In tutti i maggiori paesi imperialisti e di riflesso nel resto del mondo negli ultimi due anni si è aperta una crisi politica. I gruppi e partiti che da 40 anni a questa parte combinandosi o dandosi il cambio hanno composto i governi dei maggiori paesi imperialisti, non riescono più o hanno crescenti difficoltà a fare i governi. È cresciuta l’insofferenza delle masse popolari per il corso delle cose che la borghesia imperialista ha imposto da quando, circa 40 anni fa, si è esaurita la prima ondata della rivoluzione proletaria ed essa, libera dalla minaccia della rivoluzione socialista, ha preso di nuovo in mano la direzione del mondo. L’insofferenza e l’indignazione delle masse popolari è tale che quei gruppi e partiti nonostante leggi truffa, la crescente astensione e la manipolazione e intossicazione dell’opinione pubblica non riescono più a raccogliere consenso elettorale. In Italia l’esito delle elezioni dello scorso 4 marzo è stato che il tentativo di Sergio Mattarella di formare un governo scavalcando l’esito elettorale, questa volta si è risolto in un fallimento: non solo PD di Matteo Renzi e Forza Italia di Silvio Berlusconi avrebbero dovuto apertamente associarsi, ma, anche con tutte le liste ausiliarie dei due compari del Patto del Nazareno, un loro governo avrebbe avuto la maggioranza parlamentare solo se vi aderiva anche la Lega di Matteo Salvini. Ma con questo la Lega avrebbe dovuto lasciar cadere le promesse elettorali con cui aveva moltiplicato per più di 4, da 1.4 a 5.7 milioni, i voti ottenuti nelle precedenti elezioni del 2013, un suicidio!

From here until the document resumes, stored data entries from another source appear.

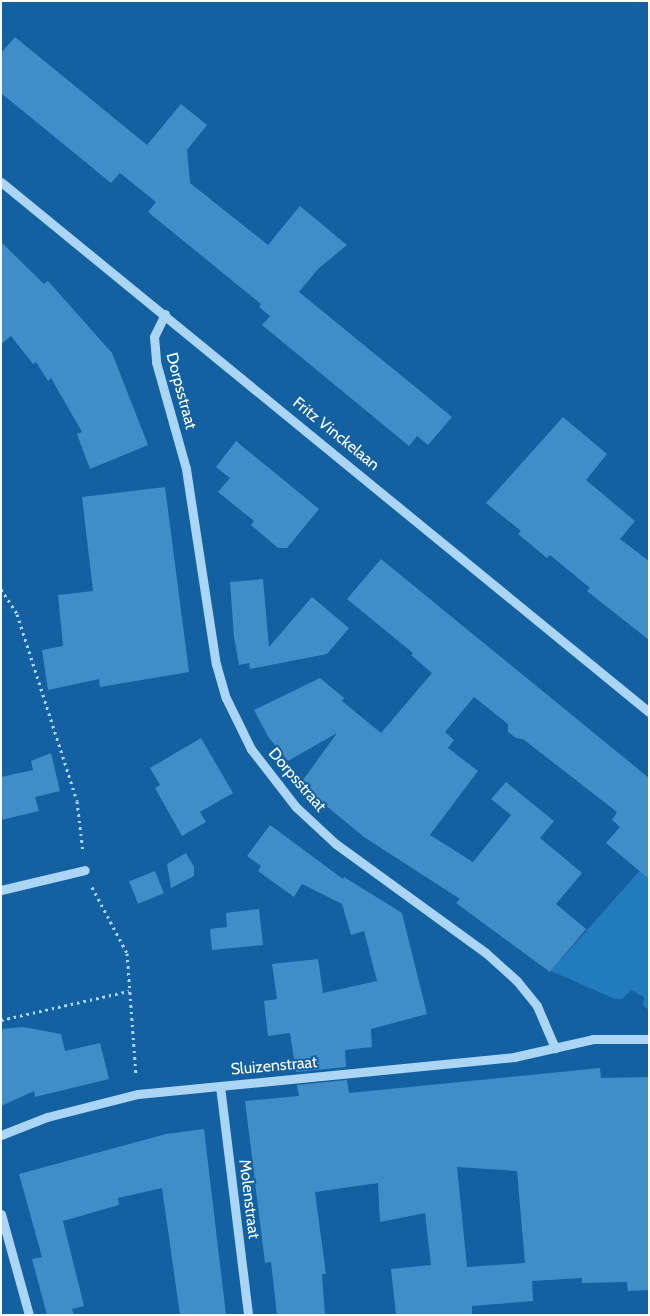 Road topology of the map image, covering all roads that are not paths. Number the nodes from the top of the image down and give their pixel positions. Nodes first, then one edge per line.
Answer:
1 (1, 182) edge
2 (165, 314) junction
3 (649, 712) edge
4 (85, 870) road end
5 (1, 890) edge
6 (649, 1039) edge
7 (555, 1048) junction
8 (220, 1086) junction
9 (1, 1135) edge
10 (1, 1214) edge
11 (29, 1315) edge
12 (248, 1315) edge

1 - 2 street, Fritz Vinckelaan
2 - 3 street, Fritz Vinckelaan
2 - 7 street, Dorpsstraat
4 - 5 street
6 - 7 street
7 - 8 street, Sluizenstraat
8 - 9 street, Sluizenstraat
8 - 12 street, Molenstraat
10 - 11 street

Cose analoghe succedono in tutti i maggiori paesi imperialisti, a partire dagli Stati Uniti d’America.

Ma i governi formatisi sulla base dei risultati frutto delle promesse elettorali non sono in grado di mantenere le loro promesse, né in Italia né nel resto del mondo. Per cattiva volontà?

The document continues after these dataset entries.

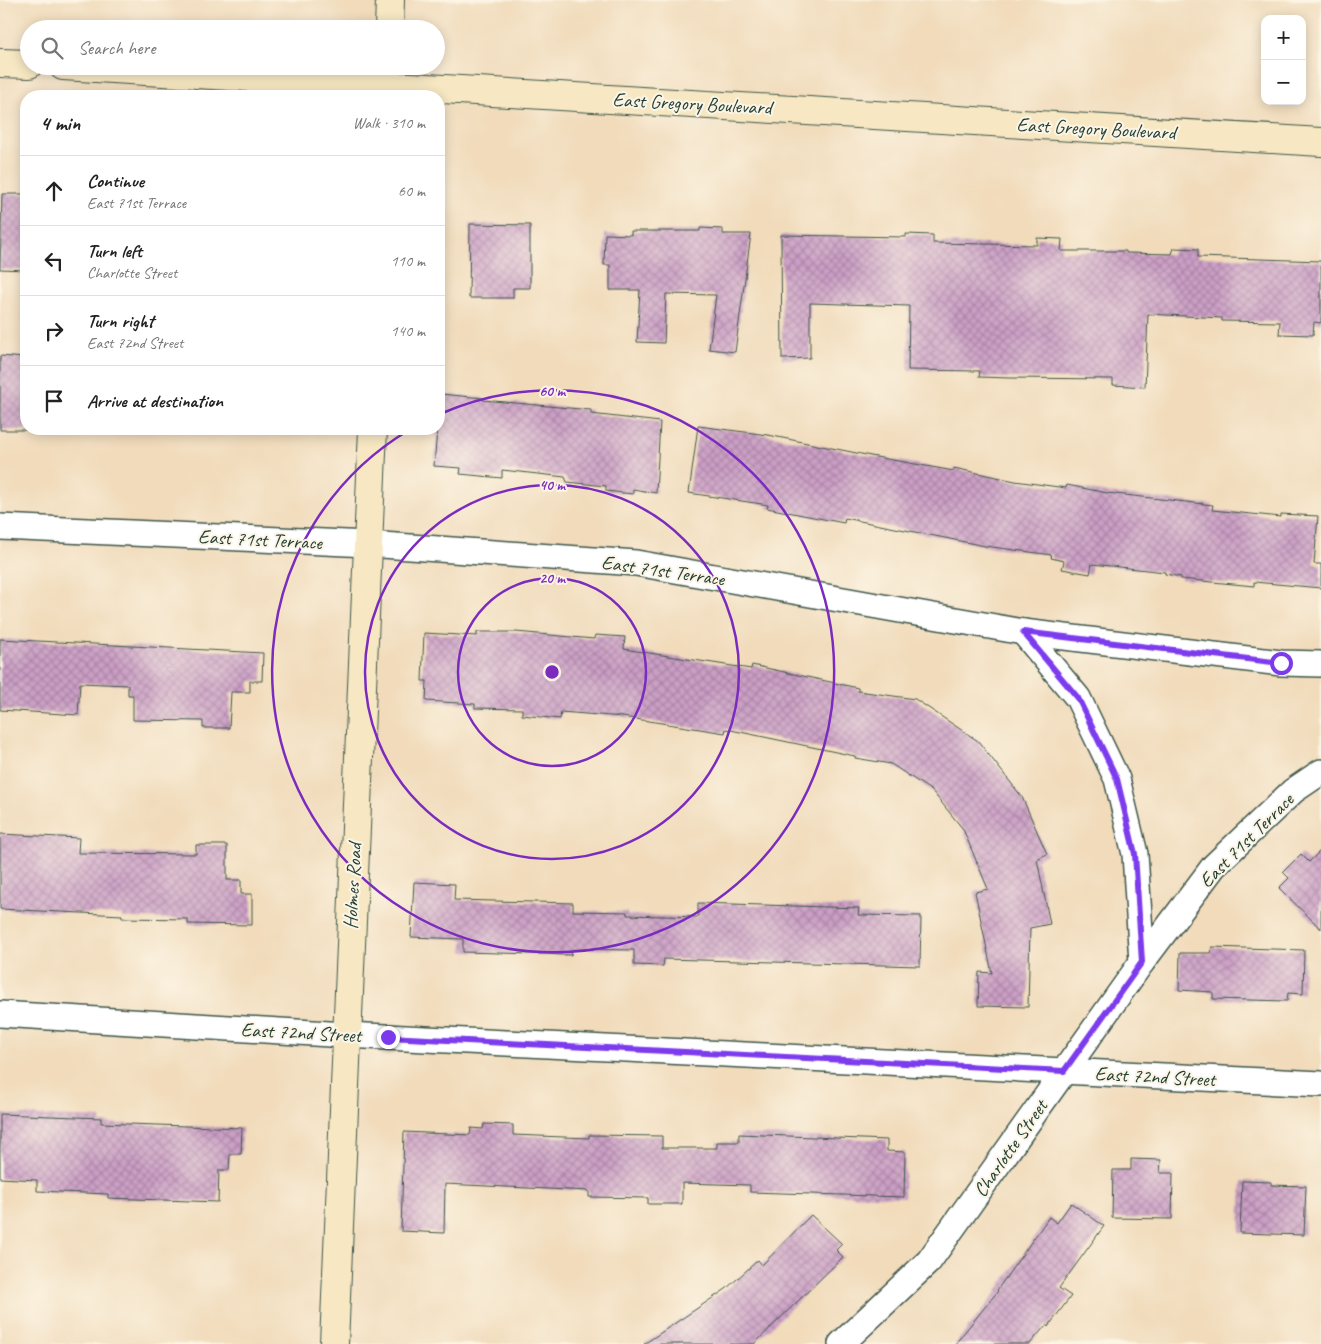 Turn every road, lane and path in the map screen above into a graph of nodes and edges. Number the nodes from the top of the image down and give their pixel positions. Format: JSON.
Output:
{"nodes":[{"id":1,"x":390,"y":0,"type":"edge"},
{"id":2,"x":389,"y":20,"type":"edge"},
{"id":3,"x":0,"y":63,"type":"edge"},
{"id":4,"x":20,"y":64,"type":"edge"},
{"id":5,"x":246,"y":75,"type":"edge"},
{"id":6,"x":388,"y":82,"type":"edge"},
{"id":7,"x":1321,"y":142,"type":"edge"},
{"id":8,"x":373,"y":435,"type":"edge"},
{"id":9,"x":0,"y":527,"type":"edge"},
{"id":10,"x":368,"y":544,"type":"junction"},
{"id":11,"x":1023,"y":632,"type":"junction"},
{"id":12,"x":1321,"y":664,"type":"edge"},
{"id":13,"x":1321,"y":772,"type":"edge"},
{"id":14,"x":1142,"y":962,"type":"junction"},
{"id":15,"x":0,"y":1014,"type":"edge"},
{"id":16,"x":346,"y":1035,"type":"junction"},
{"id":17,"x":1064,"y":1071,"type":"junction"},
{"id":18,"x":1321,"y":1084,"type":"edge"},
{"id":19,"x":334,"y":1344,"type":"edge"},
{"id":20,"x":841,"y":1344,"type":"edge"}],
"edges":[{"from":1,"to":2,"type":"main road"},
{"from":3,"to":4,"type":"main road"},
{"from":5,"to":6,"type":"main road","name":"East Gregory Boulevard"},
{"from":6,"to":7,"type":"main road","name":"East Gregory Boulevard"},
{"from":8,"to":10,"type":"main road","name":"Holmes Road"},
{"from":9,"to":10,"type":"street","name":"East 71st Terrace"},
{"from":10,"to":11,"type":"street","name":"East 71st Terrace"},
{"from":10,"to":16,"type":"main road","name":"Holmes Road"},
{"from":11,"to":12,"type":"street","name":"East 71st Terrace"},
{"from":11,"to":14,"type":"street"},
{"from":13,"to":14,"type":"street","name":"East 71st Terrace"},
{"from":14,"to":17,"type":"street","name":"Charlotte Street"},
{"from":15,"to":16,"type":"street","name":"East 72nd Street"},
{"from":16,"to":17,"type":"street","name":"East 72nd Street"},
{"from":16,"to":19,"type":"main road","name":"Holmes Road"},
{"from":17,"to":18,"type":"street","name":"East 72nd Street"},
{"from":17,"to":20,"type":"street","name":"Charlotte Street"}]}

Non è detto e comunque non è questa la questione con cui dobbiamo fare i conti. Il punto è che non sono in grado di mantenerle perché il catastrofico corso delle cose è il risultato delle attività che i gruppi imperialisti svolgono ognuno mosso dal tentativo di valorizzare il suo capitale, in sintesi di moltiplicare ognuno la massa di denaro di cui dispone. Chi di loro non sta al gioco, viene estromesso dagli altri. “Siamo in guerra”, proclamava il defunto Sergio Marchionne e i lavoratori della FIAT hanno visto e vedono i risultati della guerra che lui ha condotto con grande soddisfazione degli azionisti della FCA: i loro soldi si sono moltiplicati.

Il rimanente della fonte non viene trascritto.